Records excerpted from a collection

================================

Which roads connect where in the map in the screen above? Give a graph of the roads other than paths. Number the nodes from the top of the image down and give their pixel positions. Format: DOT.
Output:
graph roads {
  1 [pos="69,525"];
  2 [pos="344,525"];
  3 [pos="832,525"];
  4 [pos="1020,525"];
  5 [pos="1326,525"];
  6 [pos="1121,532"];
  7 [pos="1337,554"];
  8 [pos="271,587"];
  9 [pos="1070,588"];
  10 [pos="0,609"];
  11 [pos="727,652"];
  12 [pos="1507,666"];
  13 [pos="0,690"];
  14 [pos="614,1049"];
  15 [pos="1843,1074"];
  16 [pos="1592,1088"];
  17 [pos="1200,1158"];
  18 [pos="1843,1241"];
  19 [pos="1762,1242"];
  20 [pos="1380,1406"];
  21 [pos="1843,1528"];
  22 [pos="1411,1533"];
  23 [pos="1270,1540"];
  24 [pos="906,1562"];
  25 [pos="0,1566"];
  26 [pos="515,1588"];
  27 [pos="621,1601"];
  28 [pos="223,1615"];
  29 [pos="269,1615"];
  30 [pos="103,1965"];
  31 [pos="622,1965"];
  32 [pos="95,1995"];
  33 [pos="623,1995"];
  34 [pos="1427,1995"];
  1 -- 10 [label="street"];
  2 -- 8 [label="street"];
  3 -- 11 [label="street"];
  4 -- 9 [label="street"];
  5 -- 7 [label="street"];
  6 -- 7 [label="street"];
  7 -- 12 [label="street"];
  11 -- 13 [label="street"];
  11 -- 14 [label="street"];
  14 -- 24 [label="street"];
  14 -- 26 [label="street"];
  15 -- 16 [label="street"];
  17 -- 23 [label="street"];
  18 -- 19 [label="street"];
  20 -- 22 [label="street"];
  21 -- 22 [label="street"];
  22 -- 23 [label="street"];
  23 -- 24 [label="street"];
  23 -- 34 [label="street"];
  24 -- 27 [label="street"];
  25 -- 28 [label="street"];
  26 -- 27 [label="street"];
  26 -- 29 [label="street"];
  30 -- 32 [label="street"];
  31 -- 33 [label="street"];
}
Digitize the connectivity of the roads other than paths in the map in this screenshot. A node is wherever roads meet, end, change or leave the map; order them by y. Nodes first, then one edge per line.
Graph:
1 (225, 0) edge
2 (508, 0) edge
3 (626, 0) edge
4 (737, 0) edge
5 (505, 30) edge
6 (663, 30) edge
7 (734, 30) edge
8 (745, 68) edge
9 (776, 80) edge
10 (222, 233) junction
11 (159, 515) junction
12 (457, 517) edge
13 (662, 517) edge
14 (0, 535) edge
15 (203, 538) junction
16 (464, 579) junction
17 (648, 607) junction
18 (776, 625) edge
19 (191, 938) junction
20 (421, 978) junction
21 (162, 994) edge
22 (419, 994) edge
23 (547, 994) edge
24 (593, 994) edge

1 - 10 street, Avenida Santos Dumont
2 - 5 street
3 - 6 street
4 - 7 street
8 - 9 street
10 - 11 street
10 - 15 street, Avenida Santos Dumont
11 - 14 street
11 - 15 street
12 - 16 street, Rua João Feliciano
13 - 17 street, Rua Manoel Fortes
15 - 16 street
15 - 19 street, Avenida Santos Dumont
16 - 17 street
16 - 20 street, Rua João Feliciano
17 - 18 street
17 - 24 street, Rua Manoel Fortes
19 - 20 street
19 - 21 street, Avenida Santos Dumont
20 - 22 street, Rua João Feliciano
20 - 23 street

================================

Reproduce all of the entries verbatim.

### Written reply:
Which roads connect where in the map in the screen above? Give a graph of the roads other than paths. Number the nodes from the top of the image down and give their pixel positions. Format: DOT.
Output:
graph roads {
  1 [pos="69,525"];
  2 [pos="344,525"];
  3 [pos="832,525"];
  4 [pos="1020,525"];
  5 [pos="1326,525"];
  6 [pos="1121,532"];
  7 [pos="1337,554"];
  8 [pos="271,587"];
  9 [pos="1070,588"];
  10 [pos="0,609"];
  11 [pos="727,652"];
  12 [pos="1507,666"];
  13 [pos="0,690"];
  14 [pos="614,1049"];
  15 [pos="1843,1074"];
  16 [pos="1592,1088"];
  17 [pos="1200,1158"];
  18 [pos="1843,1241"];
  19 [pos="1762,1242"];
  20 [pos="1380,1406"];
  21 [pos="1843,1528"];
  22 [pos="1411,1533"];
  23 [pos="1270,1540"];
  24 [pos="906,1562"];
  25 [pos="0,1566"];
  26 [pos="515,1588"];
  27 [pos="621,1601"];
  28 [pos="223,1615"];
  29 [pos="269,1615"];
  30 [pos="103,1965"];
  31 [pos="622,1965"];
  32 [pos="95,1995"];
  33 [pos="623,1995"];
  34 [pos="1427,1995"];
  1 -- 10 [label="street"];
  2 -- 8 [label="street"];
  3 -- 11 [label="street"];
  4 -- 9 [label="street"];
  5 -- 7 [label="street"];
  6 -- 7 [label="street"];
  7 -- 12 [label="street"];
  11 -- 13 [label="street"];
  11 -- 14 [label="street"];
  14 -- 24 [label="street"];
  14 -- 26 [label="street"];
  15 -- 16 [label="street"];
  17 -- 23 [label="street"];
  18 -- 19 [label="street"];
  20 -- 22 [label="street"];
  21 -- 22 [label="street"];
  22 -- 23 [label="street"];
  23 -- 24 [label="street"];
  23 -- 34 [label="street"];
  24 -- 27 [label="street"];
  25 -- 28 [label="street"];
  26 -- 27 [label="street"];
  26 -- 29 [label="street"];
  30 -- 32 [label="street"];
  31 -- 33 [label="street"];
}
Digitize the connectivity of the roads other than paths in the map in this screenshot. A node is wherever roads meet, end, change or leave the map; order them by y. Nodes first, then one edge per line.
Graph:
1 (225, 0) edge
2 (508, 0) edge
3 (626, 0) edge
4 (737, 0) edge
5 (505, 30) edge
6 (663, 30) edge
7 (734, 30) edge
8 (745, 68) edge
9 (776, 80) edge
10 (222, 233) junction
11 (159, 515) junction
12 (457, 517) edge
13 (662, 517) edge
14 (0, 535) edge
15 (203, 538) junction
16 (464, 579) junction
17 (648, 607) junction
18 (776, 625) edge
19 (191, 938) junction
20 (421, 978) junction
21 (162, 994) edge
22 (419, 994) edge
23 (547, 994) edge
24 (593, 994) edge

1 - 10 street, Avenida Santos Dumont
2 - 5 street
3 - 6 street
4 - 7 street
8 - 9 street
10 - 11 street
10 - 15 street, Avenida Santos Dumont
11 - 14 street
11 - 15 street
12 - 16 street, Rua João Feliciano
13 - 17 street, Rua Manoel Fortes
15 - 16 street
15 - 19 street, Avenida Santos Dumont
16 - 17 street
16 - 20 street, Rua João Feliciano
17 - 18 street
17 - 24 street, Rua Manoel Fortes
19 - 20 street
19 - 21 street, Avenida Santos Dumont
20 - 22 street, Rua João Feliciano
20 - 23 street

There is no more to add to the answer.